Somehow she hadn’t realized that the things written on Lina’s skin were happening one by one until there was nothing left for the future. There were no descriptions of marriages or children or disease, and when she’d cut off all of Lina’s hair, Magdalena had seen that acute cyanide-induced respiratory failure after ingesting the seeds of 30–40 wild Turkish came before that old word visible just below her hairline. Ap-ree-tsots was how Magdalena had always thought of it, but the c was meant to be pronounced like a k and not a ts like in Lithuanian because the word was English: apricots. And, as Lina stood with her head bowed over the sink and a hundred other things printed across her scalp, Magdalena had tried hard not to understand.
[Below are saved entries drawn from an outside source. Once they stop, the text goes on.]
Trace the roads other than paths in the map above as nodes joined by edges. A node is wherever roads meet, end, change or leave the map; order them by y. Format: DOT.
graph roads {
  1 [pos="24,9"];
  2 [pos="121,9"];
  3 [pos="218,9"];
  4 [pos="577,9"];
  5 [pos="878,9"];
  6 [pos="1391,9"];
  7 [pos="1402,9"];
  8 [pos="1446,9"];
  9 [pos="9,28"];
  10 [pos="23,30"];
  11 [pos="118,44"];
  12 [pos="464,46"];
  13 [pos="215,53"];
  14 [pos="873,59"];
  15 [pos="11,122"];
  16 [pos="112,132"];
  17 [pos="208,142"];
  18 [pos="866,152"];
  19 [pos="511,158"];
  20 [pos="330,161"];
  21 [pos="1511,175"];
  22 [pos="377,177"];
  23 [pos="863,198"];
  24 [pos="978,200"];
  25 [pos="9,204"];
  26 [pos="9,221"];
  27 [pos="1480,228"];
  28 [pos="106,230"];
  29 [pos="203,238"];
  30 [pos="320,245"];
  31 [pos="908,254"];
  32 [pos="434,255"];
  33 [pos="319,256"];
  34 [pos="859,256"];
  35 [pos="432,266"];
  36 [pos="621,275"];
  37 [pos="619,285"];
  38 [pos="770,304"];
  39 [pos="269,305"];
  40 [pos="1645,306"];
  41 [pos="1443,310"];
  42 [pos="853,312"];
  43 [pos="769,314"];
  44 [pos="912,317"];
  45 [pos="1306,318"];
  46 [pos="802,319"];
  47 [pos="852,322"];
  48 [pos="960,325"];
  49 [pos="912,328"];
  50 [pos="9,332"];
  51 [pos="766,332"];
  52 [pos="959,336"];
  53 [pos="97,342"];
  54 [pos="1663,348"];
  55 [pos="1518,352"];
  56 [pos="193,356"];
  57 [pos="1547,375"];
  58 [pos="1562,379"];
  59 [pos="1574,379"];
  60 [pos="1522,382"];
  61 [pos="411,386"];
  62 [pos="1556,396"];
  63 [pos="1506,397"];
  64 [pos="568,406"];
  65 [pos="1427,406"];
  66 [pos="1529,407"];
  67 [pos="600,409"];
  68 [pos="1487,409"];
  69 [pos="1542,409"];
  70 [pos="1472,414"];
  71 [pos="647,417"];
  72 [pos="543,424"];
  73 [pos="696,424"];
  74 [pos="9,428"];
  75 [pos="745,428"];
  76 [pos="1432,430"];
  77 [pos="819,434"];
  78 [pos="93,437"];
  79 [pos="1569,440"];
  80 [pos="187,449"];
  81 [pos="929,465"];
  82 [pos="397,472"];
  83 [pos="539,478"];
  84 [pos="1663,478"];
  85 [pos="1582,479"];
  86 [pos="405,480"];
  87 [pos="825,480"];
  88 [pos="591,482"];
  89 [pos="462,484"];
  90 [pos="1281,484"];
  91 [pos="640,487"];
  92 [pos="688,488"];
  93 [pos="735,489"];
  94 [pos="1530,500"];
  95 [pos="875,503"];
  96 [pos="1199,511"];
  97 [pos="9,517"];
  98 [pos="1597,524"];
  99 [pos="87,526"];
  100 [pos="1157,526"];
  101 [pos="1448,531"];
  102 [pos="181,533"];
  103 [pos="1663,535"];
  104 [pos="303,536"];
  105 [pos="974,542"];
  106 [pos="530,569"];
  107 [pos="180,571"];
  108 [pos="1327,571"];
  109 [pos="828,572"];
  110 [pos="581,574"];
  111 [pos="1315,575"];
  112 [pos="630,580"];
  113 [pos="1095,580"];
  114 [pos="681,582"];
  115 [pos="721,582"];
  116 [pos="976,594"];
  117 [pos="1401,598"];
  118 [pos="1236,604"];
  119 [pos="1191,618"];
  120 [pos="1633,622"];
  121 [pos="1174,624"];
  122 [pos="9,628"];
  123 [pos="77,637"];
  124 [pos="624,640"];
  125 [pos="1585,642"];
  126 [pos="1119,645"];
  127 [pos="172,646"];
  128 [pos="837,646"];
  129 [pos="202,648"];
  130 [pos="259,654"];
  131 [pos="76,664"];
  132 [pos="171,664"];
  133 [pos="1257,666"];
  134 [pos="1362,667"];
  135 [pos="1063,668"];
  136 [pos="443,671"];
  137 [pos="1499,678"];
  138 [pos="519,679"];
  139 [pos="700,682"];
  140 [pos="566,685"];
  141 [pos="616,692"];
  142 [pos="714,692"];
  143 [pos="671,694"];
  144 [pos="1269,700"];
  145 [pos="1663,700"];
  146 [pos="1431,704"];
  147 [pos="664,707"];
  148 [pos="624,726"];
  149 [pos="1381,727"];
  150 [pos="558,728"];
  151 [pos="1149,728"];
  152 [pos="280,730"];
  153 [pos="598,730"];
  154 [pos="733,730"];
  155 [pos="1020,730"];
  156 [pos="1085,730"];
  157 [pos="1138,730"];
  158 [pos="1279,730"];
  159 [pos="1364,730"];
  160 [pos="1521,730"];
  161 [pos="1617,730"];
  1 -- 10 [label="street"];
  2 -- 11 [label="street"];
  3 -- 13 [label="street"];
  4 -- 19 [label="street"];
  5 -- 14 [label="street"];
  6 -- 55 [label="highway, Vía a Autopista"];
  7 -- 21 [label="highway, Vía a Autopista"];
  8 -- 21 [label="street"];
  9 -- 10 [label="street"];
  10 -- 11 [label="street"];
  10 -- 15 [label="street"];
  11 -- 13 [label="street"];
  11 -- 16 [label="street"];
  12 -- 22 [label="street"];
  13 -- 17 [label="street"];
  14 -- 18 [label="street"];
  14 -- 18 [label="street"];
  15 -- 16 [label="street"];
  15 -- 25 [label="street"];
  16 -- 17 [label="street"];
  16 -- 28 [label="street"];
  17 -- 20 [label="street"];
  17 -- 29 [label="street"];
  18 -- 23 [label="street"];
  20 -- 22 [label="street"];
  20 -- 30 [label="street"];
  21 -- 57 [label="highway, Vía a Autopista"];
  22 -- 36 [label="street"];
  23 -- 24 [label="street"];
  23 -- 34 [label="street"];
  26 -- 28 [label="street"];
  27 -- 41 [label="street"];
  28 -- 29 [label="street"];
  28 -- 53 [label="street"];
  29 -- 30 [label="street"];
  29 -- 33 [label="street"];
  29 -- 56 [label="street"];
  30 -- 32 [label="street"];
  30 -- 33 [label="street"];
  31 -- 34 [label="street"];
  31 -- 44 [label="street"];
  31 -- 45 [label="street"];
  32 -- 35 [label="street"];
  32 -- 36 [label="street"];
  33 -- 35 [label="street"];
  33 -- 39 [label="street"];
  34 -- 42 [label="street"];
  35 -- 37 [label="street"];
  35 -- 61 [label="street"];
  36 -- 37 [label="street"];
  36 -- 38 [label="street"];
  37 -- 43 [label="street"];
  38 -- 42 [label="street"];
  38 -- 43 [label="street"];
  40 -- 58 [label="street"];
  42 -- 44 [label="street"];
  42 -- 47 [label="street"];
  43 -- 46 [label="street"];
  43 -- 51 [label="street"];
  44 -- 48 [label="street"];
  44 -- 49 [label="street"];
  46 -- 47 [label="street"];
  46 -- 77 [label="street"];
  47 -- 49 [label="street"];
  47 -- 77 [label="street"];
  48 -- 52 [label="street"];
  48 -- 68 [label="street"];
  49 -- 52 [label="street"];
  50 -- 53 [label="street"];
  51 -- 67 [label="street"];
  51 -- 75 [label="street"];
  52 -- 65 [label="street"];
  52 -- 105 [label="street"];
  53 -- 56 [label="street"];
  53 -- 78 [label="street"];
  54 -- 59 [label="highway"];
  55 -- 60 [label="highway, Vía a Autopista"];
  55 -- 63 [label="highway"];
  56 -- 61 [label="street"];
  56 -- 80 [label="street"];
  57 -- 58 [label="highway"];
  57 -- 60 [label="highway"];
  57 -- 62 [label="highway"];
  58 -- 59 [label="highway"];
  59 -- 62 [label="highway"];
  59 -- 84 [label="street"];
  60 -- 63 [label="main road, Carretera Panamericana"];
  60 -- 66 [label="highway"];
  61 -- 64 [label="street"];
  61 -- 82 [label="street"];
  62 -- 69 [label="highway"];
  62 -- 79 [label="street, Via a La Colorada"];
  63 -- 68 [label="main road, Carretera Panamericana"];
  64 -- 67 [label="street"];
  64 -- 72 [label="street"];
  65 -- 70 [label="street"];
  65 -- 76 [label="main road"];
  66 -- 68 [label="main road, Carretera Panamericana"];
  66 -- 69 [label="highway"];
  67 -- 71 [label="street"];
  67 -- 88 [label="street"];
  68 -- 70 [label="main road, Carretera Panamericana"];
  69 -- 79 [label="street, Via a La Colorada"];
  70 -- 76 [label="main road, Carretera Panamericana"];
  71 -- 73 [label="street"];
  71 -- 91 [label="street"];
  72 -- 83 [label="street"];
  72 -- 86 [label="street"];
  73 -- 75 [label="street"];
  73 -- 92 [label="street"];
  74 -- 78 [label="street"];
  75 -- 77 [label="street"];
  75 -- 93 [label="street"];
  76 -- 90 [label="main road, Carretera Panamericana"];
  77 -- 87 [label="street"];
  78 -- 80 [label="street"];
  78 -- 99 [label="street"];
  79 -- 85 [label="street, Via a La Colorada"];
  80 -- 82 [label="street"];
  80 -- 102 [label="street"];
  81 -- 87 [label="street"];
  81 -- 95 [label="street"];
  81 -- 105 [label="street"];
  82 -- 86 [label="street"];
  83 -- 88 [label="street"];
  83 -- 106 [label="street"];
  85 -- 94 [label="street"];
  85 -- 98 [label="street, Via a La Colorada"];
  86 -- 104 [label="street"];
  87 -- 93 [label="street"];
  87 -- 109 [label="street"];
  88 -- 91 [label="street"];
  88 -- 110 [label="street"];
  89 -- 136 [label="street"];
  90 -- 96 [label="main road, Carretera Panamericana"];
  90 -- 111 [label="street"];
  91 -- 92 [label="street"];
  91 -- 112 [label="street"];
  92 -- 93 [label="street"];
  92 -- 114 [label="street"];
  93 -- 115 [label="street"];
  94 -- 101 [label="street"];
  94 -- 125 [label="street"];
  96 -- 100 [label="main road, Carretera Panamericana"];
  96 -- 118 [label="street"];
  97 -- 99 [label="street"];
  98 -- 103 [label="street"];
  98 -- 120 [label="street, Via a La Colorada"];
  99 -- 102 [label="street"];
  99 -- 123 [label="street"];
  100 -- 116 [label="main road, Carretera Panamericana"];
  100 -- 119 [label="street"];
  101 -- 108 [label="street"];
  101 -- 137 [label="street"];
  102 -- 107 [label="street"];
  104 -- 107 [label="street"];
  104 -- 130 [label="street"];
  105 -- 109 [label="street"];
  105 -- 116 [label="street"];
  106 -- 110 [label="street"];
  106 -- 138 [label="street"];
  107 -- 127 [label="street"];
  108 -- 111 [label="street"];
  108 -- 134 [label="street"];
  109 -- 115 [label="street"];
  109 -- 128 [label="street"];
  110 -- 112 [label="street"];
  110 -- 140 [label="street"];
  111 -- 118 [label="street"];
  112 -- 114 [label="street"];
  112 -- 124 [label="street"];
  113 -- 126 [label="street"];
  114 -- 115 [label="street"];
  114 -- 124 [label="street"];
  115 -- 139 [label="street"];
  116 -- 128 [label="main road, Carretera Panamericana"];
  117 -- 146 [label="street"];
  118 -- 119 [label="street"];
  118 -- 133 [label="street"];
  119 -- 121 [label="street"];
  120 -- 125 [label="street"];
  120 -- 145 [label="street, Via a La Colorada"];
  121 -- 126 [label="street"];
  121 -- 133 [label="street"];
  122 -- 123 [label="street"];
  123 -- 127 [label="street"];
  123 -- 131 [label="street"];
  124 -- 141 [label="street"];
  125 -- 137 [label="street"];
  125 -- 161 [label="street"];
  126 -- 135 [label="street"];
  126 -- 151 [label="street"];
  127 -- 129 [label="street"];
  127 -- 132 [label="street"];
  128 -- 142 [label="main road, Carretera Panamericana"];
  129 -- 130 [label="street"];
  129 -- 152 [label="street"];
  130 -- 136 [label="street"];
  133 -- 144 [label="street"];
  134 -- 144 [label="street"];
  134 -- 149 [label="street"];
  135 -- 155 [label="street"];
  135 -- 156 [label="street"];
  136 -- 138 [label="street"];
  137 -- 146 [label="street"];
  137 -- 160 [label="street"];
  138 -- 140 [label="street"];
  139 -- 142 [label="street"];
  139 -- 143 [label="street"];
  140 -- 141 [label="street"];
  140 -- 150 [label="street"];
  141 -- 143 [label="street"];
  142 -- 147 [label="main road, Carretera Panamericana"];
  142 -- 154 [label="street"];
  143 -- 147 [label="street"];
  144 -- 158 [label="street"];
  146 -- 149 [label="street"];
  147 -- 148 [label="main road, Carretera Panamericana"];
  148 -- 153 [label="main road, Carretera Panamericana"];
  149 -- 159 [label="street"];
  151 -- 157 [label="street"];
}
Stupid shitty Lina, to put apricots in the blender without even taking out the pits and then to come home to Magdalena as if she knew Magdalena would never have been able to believe it if she hadn’t seen it all the way through. It was the only thing that Magdalena could be grateful for. It was better to be left with the memories of that night pinned up like postcards behind her eyelids than to be like Ruta Valentukien?, who would never really know how to believe that Lina was gone. It was better to have been there, starting with the rosy shadow around Lina’s lips, then the chewing sound that woke Magdalena in the middle of the night, and on through the whole thing, the breathing, the thick paste that filled up her mouth, the sound her lungs began making when it was nearly over, the men from the ambulance and the time it took them to come up the stairs, the needles, the plastic gloves, and the little plastic caps they left littered on the floor.